Alan Jackson singles chronology
| "I'll Try" (1996) | "Home" (1996) | "Little Bitty" (1996) |

= Home (Alan Jackson song) =

"Home" is a song written and recorded by American country music artist Alan Jackson. The song was originally recorded for his 1990 debut album Here in the Real World. The original 1989 recording served as the B-side to three of Jackson's singles: his debut single "Blue Blooded Woman", as well as his first two Number One hits "I'd Love You All Over Again" and "Don't Rock the Jukebox."

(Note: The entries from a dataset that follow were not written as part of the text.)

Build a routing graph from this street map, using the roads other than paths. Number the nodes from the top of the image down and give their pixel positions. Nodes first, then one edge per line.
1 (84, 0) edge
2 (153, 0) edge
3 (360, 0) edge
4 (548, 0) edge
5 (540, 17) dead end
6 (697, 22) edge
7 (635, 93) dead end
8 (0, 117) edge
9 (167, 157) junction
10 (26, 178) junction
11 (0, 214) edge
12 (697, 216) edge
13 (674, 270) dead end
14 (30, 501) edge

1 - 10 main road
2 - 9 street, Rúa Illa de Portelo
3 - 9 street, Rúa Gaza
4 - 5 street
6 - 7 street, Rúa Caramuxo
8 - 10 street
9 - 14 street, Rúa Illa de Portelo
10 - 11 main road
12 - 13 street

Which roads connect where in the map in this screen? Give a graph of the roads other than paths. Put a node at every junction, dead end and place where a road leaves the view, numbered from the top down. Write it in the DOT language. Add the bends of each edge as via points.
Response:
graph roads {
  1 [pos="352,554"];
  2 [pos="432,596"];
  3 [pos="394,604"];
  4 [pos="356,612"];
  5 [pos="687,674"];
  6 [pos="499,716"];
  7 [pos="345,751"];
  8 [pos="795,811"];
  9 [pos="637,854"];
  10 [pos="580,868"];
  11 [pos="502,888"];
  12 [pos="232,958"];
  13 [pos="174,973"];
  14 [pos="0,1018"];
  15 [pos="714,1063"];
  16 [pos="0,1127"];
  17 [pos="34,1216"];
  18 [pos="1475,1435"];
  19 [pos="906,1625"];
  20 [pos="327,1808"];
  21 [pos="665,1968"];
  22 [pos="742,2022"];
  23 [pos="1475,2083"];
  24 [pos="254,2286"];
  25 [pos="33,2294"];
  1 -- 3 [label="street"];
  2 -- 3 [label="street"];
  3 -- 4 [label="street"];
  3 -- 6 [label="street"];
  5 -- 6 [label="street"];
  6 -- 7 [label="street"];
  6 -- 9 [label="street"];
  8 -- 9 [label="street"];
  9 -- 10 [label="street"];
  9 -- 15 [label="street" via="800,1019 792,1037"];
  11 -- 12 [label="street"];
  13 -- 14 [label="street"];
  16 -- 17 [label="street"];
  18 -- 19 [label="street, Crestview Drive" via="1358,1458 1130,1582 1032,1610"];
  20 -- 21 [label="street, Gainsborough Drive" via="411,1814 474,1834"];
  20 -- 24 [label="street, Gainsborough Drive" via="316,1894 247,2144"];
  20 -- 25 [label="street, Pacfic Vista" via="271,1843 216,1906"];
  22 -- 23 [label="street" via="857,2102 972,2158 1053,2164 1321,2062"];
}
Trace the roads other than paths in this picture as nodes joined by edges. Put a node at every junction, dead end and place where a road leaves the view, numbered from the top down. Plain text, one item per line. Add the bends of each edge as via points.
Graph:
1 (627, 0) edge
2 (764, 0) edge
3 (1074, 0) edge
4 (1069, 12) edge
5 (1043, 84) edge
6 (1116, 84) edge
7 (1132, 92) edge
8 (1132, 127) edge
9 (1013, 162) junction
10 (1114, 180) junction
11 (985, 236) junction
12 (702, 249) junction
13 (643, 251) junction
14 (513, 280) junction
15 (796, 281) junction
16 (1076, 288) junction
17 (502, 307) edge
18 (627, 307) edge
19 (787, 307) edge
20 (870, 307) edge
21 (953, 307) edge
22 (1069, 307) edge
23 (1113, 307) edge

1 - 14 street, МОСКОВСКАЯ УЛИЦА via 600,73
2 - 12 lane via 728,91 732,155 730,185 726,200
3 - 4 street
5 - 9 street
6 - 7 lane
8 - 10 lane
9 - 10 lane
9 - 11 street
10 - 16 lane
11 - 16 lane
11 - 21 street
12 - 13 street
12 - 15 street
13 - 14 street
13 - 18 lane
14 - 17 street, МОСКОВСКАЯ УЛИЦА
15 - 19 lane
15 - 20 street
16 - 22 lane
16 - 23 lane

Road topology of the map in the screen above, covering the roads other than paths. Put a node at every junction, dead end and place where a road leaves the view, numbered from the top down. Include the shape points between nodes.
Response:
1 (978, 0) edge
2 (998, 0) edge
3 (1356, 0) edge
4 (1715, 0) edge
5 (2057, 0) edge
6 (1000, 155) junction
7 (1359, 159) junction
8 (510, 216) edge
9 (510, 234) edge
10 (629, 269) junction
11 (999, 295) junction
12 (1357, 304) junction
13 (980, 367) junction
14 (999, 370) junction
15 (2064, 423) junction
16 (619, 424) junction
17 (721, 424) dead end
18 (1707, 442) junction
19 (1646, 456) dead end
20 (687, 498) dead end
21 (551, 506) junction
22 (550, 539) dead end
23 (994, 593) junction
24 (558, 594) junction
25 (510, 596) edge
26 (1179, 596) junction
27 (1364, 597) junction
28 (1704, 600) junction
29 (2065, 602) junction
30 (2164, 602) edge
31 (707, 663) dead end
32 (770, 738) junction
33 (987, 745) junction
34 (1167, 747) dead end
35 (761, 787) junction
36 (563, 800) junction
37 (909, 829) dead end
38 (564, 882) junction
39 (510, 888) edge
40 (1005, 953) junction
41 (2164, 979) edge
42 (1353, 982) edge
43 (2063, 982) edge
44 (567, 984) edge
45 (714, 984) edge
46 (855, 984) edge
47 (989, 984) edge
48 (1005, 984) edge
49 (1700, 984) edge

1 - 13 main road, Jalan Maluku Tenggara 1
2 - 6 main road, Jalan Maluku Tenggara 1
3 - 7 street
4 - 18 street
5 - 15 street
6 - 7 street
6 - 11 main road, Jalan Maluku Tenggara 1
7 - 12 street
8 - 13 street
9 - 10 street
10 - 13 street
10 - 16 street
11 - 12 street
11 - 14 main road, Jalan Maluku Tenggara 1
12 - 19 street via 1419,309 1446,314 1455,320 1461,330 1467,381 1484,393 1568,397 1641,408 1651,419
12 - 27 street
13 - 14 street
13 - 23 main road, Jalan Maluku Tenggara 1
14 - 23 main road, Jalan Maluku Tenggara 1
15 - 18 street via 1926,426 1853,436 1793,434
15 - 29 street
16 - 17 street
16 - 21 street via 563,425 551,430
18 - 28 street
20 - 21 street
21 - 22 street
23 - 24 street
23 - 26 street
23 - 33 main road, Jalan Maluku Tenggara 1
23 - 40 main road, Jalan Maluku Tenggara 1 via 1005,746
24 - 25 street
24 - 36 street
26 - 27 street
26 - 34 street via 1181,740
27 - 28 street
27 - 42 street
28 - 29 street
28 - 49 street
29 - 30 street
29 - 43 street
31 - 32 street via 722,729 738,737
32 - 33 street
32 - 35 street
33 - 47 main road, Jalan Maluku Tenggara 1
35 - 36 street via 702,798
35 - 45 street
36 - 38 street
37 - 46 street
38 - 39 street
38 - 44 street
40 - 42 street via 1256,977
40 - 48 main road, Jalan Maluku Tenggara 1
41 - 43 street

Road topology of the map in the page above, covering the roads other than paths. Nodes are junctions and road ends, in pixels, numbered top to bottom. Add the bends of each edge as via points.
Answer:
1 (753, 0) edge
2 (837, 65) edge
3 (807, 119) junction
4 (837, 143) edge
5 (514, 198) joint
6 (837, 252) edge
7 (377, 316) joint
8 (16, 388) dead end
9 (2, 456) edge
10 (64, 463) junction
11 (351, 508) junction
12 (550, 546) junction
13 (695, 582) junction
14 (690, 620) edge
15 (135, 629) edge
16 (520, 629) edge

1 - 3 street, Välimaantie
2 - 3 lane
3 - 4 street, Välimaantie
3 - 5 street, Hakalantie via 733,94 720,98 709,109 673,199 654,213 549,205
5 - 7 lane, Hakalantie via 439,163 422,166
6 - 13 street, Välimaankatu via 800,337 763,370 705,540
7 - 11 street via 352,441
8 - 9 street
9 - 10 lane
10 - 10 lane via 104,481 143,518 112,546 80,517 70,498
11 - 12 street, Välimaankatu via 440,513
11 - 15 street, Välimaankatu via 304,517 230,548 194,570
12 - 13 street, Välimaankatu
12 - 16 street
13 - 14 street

Jackson included "Home" in his first Greatest Hits package, The Greatest Hits Collection, in 1995. The song served as the B-side to that album's first two singles, "Tall, Tall Trees" and "I'll Try" before it was issued in 1996 as the album's third single. In mid-1996, "Home" reached a peak of number 3 on the Billboard Hot Country Singles & Tracks (now Hot Country Songs) charts.

==Content==
It is a moderate up-tempo song in which Jackson recalls his and his parents' upbringing as children in the state of Georgia. Jackson said it was written the first month he moved to Nashville because he was homesick.

==Critical reception==
Deborah Evans Price, of Billboard magazine reviewed the song favorably, calling it a "loving tribute to Jackson's parents and the home they provided." She goes on to say that "in the hands of a lesser, artist this type of song could easily disintegrate into sticky sentimentality, but that is definitely not the case here. Honest and heartfelt emotion makes for powerful communication, and the straightforward sincerity in Jackson's voice makes this tune a homespun masterpiece."

==Chart positions==
"Home" debuted at number 67 on the U.S. Billboard Hot Country Singles & Tracks for the week of April 20, 1996.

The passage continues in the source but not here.